* REQUIREMENT *
Tell how many lines in the following entries include the word "dead", giving the figure alone.

Stored data entries:
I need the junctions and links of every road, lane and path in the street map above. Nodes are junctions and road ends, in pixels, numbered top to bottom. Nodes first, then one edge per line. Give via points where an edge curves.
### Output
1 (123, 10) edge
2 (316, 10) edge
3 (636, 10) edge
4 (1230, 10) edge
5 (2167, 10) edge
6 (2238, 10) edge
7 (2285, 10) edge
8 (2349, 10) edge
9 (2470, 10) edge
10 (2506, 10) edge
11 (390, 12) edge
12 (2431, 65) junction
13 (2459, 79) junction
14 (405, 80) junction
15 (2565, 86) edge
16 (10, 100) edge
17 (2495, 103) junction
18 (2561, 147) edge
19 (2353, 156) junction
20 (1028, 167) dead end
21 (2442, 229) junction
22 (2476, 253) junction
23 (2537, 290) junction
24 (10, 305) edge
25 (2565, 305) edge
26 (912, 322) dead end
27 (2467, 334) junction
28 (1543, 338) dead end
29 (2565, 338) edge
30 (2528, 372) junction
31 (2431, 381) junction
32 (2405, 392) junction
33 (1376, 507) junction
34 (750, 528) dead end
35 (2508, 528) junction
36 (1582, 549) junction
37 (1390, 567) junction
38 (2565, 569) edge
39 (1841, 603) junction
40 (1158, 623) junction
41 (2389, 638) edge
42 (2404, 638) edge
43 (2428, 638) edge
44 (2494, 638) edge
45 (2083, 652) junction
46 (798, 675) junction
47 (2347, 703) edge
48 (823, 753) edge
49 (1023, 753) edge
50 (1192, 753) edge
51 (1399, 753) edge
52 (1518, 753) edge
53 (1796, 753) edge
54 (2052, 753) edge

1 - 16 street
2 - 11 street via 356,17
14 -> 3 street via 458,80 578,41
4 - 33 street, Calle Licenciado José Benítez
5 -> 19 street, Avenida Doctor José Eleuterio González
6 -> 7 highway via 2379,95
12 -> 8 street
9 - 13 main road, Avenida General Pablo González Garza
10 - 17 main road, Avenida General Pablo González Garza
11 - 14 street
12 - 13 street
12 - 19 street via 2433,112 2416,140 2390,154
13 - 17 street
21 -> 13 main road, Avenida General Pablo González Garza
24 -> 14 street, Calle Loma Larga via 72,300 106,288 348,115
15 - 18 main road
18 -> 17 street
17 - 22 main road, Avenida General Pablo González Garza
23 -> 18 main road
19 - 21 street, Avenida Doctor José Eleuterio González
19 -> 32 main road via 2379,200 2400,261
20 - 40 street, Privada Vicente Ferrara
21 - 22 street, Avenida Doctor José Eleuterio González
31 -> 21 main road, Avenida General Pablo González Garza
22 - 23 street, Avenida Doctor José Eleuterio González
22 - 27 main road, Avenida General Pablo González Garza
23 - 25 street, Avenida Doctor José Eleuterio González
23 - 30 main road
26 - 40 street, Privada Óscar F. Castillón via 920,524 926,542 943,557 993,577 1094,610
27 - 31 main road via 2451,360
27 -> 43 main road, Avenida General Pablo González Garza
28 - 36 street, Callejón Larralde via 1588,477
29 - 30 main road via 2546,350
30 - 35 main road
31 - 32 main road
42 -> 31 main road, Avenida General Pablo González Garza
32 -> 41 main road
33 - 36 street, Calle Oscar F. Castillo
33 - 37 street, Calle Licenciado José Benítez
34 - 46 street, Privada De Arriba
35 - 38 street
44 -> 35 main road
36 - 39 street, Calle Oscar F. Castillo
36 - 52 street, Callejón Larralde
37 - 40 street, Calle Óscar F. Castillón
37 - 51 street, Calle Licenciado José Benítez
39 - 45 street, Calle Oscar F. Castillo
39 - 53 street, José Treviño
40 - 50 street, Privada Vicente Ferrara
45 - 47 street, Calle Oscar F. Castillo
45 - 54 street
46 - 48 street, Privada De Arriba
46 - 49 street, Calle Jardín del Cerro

* EXERCISE RESULT *
4